Series 8 includes various meeting materials (e.g. correspondence, workbooks, ballots, proceedings, reports, and follow-up newsletters) received by staff and members before, during, and after national and regional conferences from 1922 to 1955. There are also preparatory notes, internal memos, correspondence, and news clippings created by the Frankford Branch relating to these conferences.
Series 9 contains miscellaneous publications (brochures, flyers, programs, song sheets, newsletters, calendars, a family tree, and directories) created by the Frankford Branch, the YWCA of Philadelphia, and the national YWCA from 1922 to 1969. Also included in the series are press releases, news clippings, and scrapbooks from 1932 to 1971.
Series 10 includes thirty-three awards for American Red Cross service during World War II and materials relating to distributing them to volunteers.

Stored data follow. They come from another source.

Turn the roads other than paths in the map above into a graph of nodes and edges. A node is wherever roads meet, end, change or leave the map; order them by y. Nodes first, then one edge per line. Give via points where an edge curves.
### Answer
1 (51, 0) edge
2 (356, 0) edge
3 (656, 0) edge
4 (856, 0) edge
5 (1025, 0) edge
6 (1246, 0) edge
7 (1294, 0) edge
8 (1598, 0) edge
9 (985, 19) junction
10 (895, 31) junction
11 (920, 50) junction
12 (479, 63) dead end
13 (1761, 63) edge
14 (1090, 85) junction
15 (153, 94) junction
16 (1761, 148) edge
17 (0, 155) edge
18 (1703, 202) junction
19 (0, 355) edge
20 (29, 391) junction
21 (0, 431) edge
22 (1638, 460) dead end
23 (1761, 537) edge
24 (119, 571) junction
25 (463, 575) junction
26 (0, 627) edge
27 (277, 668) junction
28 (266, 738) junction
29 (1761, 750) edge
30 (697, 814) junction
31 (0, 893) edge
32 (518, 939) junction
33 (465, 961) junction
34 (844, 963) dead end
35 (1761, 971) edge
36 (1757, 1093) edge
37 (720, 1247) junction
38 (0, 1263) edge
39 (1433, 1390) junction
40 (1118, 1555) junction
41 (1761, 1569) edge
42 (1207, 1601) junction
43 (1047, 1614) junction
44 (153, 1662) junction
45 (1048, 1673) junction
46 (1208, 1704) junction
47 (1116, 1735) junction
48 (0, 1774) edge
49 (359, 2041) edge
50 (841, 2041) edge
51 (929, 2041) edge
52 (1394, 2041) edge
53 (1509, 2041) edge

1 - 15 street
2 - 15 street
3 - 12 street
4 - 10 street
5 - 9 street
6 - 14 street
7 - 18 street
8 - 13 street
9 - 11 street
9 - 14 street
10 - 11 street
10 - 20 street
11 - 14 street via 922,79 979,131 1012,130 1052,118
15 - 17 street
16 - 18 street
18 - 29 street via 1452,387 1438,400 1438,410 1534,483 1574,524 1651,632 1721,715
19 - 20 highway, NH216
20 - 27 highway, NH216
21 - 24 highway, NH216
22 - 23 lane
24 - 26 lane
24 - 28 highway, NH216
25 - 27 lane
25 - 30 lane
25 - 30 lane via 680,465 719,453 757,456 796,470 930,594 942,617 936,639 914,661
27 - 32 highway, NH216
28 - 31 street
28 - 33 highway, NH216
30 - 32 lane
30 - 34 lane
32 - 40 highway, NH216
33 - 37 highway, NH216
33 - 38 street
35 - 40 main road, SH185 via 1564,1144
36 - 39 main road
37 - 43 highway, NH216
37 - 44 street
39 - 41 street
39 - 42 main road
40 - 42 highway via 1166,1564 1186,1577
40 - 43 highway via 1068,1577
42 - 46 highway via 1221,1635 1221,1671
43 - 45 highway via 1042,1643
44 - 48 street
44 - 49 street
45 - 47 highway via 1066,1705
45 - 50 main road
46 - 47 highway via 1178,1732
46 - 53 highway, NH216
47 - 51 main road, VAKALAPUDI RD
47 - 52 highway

Series 11 includes local news clippings and organizational pamphlets drawn from the period between 1969 and 1973. Of general interest are news clippings dealing with African American culture; racial conflict; youth recreation; crime; drugs; educational issues; community involvement at the Frankford and the Northeast YWCAs; welfare and job training; religious philosophy and neighborhood religious organizations; and political issues concerning Frankford and the Northeast. Pamphlets include information concerning education, library resources, safe workplace requirements, education, family planning, special education programs, and Northeast area community groups. A few minutes, reports, and agendas of community organizations and their joint planning meetings are also contained in this reference file (1970-1973), as are one group of community resource "needs" surveys from 1955. Anomalies in this series are one work study report from 1973 and a police surveillance project report from 1979.
Series 12: Photographs (PC-83), includes photographs removed from throughout the collection during processing. Photographs were reportedly photocopied. The photocopies were left in context and the original photographs were removed to this series.